We present a numerical model to study the rheology of two-dimensional dry
foams. In a foam flowing at high velocity, the tangential component of the
velocity associated with the gradient of surfactant concentration is not negligible. We develop a dynamical model to investigate the influence of viscoelastic parameters on the film evolution. Particularly, we consider the surfactant transport and the consequent surface tension variation along each film. Moreover, experiments on a foam between two parallel plates suggest that the diffusion of curvature along the film controlled by external friction can not be neglected. Hence, we merge our surfactant transport (ST) model with the two-dimensional Viscous Froth (VF) model [45]. The VF+ST model is validated
by fitting experimental data for the evolution of the length of a film after a
topological rearrangement (T1). Extending the VF model, which allows us
to estimate the drag coefficient, our VF+ST model predicts two additional
parameters, the Gibbs elasticity and the surface viscosity. With the VF+ST
model we can fit experimental data for both foam containing anionic surfactants or proteins [74]. Furthermore, we apply the VF+ST model to predict rheological parameters of a flowing two-dimensional dry foam. We implement situations in which hexagonal and disordered foams subjected to simple shear or oscillating strain. We highlight how the viscoelastic parameters of our model affect the distribution of topological rearrangements in the foam. Additionally, we calculate the shear stress which offer a qualitative description of the transition of the foam from a solid-like to a liquid-like behaviour.
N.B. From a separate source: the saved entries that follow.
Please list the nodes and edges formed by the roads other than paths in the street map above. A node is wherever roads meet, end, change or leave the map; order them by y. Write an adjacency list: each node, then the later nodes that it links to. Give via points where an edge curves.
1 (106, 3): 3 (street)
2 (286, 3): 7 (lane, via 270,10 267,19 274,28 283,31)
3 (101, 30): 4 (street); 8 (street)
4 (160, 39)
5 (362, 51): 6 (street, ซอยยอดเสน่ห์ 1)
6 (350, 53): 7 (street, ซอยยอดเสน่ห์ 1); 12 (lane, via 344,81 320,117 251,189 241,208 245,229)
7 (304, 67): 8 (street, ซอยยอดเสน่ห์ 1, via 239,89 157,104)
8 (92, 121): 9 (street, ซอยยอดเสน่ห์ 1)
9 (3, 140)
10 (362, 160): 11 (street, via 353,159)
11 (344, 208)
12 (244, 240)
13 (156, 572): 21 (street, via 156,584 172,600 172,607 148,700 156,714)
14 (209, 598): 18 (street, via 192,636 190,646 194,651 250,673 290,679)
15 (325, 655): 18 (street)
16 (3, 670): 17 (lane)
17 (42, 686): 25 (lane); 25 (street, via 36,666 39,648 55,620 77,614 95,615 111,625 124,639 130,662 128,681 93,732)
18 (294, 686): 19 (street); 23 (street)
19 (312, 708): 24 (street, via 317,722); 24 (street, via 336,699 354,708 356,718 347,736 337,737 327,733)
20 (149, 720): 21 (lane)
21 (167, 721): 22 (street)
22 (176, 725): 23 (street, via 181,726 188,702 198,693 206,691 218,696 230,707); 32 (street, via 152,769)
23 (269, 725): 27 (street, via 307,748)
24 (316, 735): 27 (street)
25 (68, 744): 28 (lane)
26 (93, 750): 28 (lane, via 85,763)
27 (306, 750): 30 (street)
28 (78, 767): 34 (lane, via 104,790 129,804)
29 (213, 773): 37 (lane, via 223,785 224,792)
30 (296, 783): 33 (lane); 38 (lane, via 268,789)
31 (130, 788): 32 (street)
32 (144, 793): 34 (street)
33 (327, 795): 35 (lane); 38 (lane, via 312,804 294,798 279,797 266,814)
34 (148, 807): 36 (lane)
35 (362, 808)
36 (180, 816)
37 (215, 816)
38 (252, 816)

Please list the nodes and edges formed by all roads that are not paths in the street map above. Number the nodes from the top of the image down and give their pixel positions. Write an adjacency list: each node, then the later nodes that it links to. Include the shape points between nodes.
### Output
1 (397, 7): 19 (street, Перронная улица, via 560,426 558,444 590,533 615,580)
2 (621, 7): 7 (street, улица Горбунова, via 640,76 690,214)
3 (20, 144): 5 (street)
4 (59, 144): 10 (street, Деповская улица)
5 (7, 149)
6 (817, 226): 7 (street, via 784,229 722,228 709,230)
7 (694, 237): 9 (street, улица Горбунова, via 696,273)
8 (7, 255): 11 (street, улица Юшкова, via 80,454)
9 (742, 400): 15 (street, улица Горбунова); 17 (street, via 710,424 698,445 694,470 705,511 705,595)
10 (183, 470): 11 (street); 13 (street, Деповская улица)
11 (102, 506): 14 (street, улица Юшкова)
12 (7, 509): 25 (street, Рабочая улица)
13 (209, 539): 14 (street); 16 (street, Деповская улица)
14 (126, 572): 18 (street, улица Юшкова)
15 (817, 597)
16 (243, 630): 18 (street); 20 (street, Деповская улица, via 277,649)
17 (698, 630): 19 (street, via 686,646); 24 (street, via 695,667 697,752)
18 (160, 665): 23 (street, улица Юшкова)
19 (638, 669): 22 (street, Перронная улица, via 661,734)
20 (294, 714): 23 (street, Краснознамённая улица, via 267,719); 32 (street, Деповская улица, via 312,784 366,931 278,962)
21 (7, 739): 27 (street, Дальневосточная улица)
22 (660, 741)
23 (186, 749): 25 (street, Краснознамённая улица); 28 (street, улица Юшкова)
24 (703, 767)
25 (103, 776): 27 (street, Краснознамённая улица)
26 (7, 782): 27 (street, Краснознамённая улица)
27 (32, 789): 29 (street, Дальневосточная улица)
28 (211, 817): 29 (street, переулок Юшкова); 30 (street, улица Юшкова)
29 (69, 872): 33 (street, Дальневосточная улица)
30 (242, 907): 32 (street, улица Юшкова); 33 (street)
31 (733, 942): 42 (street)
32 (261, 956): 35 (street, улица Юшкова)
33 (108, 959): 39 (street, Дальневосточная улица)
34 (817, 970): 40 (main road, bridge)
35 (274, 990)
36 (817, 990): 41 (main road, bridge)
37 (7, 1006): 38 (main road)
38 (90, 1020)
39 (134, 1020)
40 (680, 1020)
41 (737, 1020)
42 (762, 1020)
Hence, starting from the stress-strain curves at different shear rates we predict the elastic shear modulus and the yield stress of the foam. In case of oscillating strain we investigate how the foam behaviour changes when varying the frequency or the amplitude of the
applied strain and we calculate the storage and loss moduli. Overall, we analyse the effect of the viscoelastic parameters of our model on the rheological
properties of the foam. Finally, the model is applied to investigate the morphology of biological tissues. Well-known analogies between fluids and biological tissues make possible the application of our model to simulate experiments presented by Bonnet et al. [6]. They carried out an annular ablation on Drosophila pupa dorsal thorax epithelium. In agreement with the experimental results we find that after cutting the cell-cell junctions and relaxing the tissue to its configuration of mechanical equilibrium, the anisotropy in the tissue increases with the age of the Drosophila pupa. Also in this case we investigate the effect of our viscoelastic parameters on the tissue. We propose our model as a tool for further investigations on tissue morphology.
Note: The material of Chapter 2 has been published in the scientific journal Physical Review E [74].